------ INFORMATION GIVEN

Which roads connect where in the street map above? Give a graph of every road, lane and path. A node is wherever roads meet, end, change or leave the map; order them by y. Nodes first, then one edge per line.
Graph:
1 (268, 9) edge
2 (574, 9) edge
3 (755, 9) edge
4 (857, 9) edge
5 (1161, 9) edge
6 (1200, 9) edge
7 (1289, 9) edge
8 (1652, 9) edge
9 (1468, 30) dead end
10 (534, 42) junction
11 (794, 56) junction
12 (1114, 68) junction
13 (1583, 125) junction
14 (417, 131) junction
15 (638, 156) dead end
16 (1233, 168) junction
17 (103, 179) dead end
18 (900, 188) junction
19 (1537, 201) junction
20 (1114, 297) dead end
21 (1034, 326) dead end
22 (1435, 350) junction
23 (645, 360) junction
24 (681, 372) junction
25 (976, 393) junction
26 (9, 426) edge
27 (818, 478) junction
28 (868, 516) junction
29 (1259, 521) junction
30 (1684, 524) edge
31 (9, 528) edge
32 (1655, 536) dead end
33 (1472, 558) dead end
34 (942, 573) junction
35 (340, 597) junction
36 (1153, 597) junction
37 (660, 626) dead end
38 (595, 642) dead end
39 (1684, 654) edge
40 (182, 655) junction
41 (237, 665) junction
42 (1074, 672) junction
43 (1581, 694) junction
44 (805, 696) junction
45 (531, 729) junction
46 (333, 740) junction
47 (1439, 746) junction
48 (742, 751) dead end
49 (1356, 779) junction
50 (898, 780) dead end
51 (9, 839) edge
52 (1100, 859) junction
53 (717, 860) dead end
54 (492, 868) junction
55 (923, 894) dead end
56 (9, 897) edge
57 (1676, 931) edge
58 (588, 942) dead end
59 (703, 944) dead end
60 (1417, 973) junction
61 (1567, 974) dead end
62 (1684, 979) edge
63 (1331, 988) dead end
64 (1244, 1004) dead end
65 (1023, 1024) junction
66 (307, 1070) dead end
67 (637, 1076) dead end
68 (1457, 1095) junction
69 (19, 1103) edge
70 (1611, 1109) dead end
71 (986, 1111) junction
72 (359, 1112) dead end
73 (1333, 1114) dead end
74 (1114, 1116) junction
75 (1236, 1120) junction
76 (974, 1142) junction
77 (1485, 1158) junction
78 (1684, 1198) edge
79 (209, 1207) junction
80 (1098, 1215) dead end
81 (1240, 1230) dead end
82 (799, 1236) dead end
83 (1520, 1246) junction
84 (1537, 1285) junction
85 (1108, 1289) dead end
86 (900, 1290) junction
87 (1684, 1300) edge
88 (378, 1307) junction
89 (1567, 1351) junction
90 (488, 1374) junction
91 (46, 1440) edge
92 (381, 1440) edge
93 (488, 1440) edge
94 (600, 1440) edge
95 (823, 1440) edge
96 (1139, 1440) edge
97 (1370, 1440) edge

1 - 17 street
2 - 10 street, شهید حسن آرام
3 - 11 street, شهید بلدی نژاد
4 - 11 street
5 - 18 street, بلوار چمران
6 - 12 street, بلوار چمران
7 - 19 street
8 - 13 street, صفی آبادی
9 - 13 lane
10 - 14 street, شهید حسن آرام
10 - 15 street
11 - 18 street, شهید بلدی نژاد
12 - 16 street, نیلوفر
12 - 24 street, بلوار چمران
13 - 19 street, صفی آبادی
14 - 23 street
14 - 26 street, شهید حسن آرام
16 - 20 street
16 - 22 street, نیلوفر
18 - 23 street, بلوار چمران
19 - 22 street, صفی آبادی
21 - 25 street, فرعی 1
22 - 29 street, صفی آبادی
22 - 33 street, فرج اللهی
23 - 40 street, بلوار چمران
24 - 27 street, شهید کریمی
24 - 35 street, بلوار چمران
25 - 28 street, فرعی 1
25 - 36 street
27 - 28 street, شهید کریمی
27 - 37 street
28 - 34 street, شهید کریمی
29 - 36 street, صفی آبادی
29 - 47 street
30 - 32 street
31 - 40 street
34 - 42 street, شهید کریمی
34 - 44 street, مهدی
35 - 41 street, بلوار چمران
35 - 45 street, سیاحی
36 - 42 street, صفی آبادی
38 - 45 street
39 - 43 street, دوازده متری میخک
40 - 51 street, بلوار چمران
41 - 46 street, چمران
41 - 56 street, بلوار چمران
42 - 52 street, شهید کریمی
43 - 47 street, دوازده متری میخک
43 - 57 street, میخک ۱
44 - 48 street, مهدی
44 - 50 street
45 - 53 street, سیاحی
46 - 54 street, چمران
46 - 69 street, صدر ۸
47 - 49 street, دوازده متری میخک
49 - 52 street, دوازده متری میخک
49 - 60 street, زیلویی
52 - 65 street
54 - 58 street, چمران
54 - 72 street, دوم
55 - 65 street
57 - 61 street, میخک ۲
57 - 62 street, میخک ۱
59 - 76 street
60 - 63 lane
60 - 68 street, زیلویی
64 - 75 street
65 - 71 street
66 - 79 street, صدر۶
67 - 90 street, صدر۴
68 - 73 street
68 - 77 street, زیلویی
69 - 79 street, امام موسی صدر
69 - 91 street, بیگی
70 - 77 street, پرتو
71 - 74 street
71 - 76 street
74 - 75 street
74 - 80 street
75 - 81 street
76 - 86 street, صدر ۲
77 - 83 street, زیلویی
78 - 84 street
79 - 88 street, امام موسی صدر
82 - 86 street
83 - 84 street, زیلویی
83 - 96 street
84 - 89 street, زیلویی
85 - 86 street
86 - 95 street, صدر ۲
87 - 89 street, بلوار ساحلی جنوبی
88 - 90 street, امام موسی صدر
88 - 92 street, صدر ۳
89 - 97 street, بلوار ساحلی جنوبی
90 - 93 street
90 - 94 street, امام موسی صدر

------------

PROBLEM: "جنوبی" is the string to look for; please copy every line of the records above where it appears.

ANSWER SECTION:
87 - 89 street, بلوار ساحلی جنوبی
89 - 97 street, بلوار ساحلی جنوبی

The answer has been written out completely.